* _Record extracts_
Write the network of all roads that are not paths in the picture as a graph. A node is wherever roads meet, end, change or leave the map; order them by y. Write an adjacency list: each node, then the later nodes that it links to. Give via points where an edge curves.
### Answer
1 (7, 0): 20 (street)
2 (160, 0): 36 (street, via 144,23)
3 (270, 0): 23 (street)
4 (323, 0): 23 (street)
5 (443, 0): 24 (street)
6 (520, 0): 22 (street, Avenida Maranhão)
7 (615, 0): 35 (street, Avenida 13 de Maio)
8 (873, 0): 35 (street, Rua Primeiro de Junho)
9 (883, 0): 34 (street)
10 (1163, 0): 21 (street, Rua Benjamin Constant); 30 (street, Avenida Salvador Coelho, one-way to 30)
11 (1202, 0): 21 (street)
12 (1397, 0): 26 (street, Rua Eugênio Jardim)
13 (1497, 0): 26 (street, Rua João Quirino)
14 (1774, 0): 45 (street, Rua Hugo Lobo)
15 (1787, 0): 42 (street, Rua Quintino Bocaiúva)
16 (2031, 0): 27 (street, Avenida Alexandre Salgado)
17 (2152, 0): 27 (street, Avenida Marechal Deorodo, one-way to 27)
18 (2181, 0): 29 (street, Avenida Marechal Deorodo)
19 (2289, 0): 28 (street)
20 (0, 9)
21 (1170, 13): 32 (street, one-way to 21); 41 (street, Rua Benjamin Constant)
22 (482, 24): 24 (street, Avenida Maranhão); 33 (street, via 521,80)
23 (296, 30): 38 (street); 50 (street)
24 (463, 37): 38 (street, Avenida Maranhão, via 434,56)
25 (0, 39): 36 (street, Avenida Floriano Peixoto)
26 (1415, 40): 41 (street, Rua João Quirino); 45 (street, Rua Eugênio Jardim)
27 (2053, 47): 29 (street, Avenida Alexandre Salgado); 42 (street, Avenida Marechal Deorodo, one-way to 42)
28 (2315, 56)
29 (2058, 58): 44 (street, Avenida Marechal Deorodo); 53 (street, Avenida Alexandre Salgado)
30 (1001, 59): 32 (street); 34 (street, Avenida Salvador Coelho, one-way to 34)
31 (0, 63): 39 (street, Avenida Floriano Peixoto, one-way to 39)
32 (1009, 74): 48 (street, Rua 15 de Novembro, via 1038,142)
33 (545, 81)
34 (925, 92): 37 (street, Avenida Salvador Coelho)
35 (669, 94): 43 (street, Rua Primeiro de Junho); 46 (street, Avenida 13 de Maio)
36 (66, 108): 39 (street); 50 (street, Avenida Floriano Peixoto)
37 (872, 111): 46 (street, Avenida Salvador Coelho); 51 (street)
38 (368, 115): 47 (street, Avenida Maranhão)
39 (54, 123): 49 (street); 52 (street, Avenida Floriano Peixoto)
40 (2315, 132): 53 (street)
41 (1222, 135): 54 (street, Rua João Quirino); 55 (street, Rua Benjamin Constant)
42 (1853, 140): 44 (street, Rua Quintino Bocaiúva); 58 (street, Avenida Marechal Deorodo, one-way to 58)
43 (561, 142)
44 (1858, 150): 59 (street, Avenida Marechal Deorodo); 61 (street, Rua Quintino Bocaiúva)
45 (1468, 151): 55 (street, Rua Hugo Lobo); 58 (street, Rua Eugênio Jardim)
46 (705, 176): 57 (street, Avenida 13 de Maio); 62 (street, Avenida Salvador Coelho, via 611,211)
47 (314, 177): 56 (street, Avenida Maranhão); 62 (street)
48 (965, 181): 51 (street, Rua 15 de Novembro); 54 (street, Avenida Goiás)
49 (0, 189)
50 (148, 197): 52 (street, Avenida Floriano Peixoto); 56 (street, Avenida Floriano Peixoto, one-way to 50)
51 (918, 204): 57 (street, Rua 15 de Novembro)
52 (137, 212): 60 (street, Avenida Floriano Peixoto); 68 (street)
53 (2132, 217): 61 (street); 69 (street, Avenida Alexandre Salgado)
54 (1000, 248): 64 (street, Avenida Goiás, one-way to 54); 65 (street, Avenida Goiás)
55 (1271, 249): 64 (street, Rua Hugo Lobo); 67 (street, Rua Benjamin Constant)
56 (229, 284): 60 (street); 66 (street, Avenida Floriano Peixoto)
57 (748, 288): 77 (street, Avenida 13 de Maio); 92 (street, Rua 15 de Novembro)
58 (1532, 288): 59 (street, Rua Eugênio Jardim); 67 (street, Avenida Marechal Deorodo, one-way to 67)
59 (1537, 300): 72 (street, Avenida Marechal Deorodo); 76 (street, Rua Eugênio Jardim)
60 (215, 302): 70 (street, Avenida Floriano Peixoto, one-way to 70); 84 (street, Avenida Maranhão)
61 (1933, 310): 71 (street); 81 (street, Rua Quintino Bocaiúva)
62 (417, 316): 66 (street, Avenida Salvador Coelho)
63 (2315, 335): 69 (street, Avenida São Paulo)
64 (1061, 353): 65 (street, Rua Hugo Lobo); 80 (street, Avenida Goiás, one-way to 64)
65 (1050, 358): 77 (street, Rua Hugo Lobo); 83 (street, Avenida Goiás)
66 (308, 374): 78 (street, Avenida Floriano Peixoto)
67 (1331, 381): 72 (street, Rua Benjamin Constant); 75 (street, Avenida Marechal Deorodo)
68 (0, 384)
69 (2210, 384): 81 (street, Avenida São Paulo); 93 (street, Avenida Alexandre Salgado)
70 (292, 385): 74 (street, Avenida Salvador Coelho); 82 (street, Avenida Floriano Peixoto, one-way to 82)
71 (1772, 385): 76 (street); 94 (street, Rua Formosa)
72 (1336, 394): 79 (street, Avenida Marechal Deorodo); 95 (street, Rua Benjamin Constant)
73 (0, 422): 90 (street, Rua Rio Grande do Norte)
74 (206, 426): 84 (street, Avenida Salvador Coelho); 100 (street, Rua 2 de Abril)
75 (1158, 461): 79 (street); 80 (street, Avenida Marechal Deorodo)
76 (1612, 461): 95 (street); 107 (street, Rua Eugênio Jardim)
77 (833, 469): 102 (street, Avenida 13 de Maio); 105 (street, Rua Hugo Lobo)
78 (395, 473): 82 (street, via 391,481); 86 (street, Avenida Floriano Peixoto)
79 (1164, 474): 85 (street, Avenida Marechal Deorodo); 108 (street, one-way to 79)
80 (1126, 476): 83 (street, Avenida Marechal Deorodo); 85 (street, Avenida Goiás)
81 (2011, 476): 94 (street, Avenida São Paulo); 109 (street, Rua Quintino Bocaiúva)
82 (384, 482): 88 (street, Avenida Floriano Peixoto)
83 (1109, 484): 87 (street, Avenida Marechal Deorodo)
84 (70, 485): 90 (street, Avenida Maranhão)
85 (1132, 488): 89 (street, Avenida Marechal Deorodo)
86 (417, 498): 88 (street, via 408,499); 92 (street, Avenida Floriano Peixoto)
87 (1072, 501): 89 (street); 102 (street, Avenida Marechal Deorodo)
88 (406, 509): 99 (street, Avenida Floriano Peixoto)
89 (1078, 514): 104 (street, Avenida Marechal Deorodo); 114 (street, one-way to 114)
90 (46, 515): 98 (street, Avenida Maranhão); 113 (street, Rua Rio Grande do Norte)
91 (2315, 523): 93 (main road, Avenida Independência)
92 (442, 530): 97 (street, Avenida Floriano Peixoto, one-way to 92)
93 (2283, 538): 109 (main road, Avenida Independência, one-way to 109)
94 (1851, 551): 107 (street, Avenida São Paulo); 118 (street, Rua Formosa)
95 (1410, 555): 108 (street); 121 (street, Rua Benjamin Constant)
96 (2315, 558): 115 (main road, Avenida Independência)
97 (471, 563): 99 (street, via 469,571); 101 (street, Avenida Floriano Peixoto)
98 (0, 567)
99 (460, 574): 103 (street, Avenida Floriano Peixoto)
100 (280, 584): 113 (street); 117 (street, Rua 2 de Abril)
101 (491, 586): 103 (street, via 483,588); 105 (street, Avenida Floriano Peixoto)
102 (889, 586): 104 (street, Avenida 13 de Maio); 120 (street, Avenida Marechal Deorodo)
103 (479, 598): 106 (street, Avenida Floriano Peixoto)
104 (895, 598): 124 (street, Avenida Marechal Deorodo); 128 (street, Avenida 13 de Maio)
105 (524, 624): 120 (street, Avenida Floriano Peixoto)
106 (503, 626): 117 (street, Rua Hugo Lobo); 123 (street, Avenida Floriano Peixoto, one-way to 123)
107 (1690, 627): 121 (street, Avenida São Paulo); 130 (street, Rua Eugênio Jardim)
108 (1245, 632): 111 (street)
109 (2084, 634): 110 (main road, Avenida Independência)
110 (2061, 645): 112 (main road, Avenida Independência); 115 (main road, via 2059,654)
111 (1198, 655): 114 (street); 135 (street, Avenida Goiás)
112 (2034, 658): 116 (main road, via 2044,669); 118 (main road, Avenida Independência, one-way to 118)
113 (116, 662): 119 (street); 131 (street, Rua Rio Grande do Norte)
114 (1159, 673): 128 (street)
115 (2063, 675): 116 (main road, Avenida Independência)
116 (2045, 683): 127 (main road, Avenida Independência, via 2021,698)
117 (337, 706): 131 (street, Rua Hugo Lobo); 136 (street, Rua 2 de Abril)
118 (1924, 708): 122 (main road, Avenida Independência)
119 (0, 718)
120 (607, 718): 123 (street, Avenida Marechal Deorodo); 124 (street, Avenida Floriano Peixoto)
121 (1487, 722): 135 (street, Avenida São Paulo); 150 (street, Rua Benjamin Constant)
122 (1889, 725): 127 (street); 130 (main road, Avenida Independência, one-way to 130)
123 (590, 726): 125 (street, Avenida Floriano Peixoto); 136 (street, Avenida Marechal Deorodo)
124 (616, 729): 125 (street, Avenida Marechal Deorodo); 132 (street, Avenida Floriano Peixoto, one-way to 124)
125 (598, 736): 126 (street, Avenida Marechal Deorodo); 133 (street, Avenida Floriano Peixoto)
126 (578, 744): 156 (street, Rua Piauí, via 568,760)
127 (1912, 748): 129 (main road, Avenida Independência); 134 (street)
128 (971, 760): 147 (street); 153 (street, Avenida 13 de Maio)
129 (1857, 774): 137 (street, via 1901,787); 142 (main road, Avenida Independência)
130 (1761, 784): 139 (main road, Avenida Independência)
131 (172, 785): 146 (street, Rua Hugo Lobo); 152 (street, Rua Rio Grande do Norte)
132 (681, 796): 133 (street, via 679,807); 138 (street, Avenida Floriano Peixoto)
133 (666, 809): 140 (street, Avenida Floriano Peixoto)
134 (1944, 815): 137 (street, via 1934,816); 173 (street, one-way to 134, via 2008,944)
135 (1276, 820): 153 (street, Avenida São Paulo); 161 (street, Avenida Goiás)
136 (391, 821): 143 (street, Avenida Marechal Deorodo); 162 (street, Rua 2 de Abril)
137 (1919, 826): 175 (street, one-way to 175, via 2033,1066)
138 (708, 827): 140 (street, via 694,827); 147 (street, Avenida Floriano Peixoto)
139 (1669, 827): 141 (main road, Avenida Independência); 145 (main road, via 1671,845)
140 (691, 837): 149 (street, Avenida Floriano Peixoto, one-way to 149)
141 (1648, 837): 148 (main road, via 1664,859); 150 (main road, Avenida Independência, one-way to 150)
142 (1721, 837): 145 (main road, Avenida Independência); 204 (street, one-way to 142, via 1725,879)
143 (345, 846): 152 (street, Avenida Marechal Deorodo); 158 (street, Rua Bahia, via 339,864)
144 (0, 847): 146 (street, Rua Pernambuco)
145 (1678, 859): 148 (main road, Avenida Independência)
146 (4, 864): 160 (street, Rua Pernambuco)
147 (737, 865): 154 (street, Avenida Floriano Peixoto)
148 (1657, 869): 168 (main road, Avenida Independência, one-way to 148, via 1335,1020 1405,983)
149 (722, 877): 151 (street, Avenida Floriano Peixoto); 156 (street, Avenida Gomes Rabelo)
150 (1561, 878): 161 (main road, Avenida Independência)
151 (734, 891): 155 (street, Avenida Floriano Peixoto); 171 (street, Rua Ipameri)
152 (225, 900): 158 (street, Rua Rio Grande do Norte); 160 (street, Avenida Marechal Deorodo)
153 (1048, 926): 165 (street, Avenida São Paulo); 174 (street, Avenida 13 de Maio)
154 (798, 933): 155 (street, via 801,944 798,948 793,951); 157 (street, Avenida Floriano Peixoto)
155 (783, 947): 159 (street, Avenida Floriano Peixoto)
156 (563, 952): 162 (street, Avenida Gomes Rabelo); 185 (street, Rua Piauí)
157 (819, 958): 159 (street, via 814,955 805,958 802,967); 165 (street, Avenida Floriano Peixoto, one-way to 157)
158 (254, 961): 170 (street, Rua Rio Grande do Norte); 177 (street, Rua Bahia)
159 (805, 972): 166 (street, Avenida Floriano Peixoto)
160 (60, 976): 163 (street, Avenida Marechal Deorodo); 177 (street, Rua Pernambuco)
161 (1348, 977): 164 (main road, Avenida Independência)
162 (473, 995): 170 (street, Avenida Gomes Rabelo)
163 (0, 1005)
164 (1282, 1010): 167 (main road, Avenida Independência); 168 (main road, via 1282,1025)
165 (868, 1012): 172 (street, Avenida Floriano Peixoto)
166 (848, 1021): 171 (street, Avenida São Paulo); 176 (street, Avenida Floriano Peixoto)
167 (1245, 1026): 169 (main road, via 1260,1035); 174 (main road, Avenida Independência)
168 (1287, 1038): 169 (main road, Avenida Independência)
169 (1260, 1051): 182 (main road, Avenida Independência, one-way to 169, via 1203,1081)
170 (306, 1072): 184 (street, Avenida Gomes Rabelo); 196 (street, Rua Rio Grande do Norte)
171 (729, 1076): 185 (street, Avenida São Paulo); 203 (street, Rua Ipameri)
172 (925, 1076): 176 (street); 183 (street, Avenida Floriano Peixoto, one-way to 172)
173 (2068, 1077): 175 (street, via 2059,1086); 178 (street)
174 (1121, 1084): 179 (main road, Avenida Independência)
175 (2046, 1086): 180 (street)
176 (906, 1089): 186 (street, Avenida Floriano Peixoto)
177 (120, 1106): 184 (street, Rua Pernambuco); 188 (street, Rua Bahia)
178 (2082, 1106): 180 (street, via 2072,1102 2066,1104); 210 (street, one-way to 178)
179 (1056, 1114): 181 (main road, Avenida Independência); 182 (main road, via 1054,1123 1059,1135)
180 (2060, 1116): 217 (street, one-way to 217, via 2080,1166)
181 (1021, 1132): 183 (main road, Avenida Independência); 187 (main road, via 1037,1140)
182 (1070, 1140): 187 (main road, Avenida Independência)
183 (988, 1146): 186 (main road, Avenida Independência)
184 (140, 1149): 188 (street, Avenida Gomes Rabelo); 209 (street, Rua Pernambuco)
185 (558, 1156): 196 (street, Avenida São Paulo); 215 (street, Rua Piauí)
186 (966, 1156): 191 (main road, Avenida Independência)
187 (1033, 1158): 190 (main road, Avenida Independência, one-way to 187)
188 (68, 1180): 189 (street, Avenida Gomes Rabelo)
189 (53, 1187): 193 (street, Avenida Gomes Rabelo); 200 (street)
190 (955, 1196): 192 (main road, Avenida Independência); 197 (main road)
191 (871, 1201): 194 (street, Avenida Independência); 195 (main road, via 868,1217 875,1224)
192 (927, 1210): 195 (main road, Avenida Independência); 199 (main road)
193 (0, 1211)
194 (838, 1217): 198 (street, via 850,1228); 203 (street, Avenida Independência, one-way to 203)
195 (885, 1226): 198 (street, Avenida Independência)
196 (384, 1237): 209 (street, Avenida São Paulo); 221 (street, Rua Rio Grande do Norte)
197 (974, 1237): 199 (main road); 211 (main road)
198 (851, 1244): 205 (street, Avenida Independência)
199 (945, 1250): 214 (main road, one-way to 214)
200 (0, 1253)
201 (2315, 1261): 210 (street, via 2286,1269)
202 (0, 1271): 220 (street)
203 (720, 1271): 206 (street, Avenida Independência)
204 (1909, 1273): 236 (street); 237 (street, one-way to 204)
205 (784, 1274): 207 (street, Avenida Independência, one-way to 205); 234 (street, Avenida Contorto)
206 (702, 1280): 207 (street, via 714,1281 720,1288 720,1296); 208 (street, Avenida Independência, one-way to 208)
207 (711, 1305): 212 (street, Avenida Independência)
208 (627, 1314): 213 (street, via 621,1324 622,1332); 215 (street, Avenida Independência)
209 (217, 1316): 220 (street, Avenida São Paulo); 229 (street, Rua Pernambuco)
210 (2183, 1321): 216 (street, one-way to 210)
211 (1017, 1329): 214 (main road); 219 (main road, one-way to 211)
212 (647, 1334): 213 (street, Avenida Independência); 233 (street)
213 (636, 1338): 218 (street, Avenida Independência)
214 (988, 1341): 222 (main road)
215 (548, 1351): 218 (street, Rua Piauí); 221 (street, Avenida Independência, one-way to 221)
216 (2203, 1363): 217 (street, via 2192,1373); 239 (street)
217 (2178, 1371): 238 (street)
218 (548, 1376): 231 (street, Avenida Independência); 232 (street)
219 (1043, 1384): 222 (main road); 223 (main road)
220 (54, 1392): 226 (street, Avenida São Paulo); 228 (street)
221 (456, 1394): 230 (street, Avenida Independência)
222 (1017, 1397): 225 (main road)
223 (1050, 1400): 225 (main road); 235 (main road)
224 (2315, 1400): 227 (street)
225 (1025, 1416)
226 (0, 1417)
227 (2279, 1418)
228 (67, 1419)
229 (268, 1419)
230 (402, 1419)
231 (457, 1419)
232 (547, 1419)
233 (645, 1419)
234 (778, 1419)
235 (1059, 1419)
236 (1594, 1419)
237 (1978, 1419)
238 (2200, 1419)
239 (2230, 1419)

* _Description of the task_
Which lines in the records above contain the string "Alexandre"? Copy them.

* _Result of the task_
16 (2031, 0): 27 (street, Avenida Alexandre Salgado)
27 (2053, 47): 29 (street, Avenida Alexandre Salgado); 42 (street, Avenida Marechal Deorodo, one-way to 42)
29 (2058, 58): 44 (street, Avenida Marechal Deorodo); 53 (street, Avenida Alexandre Salgado)
53 (2132, 217): 61 (street); 69 (street, Avenida Alexandre Salgado)
69 (2210, 384): 81 (street, Avenida São Paulo); 93 (street, Avenida Alexandre Salgado)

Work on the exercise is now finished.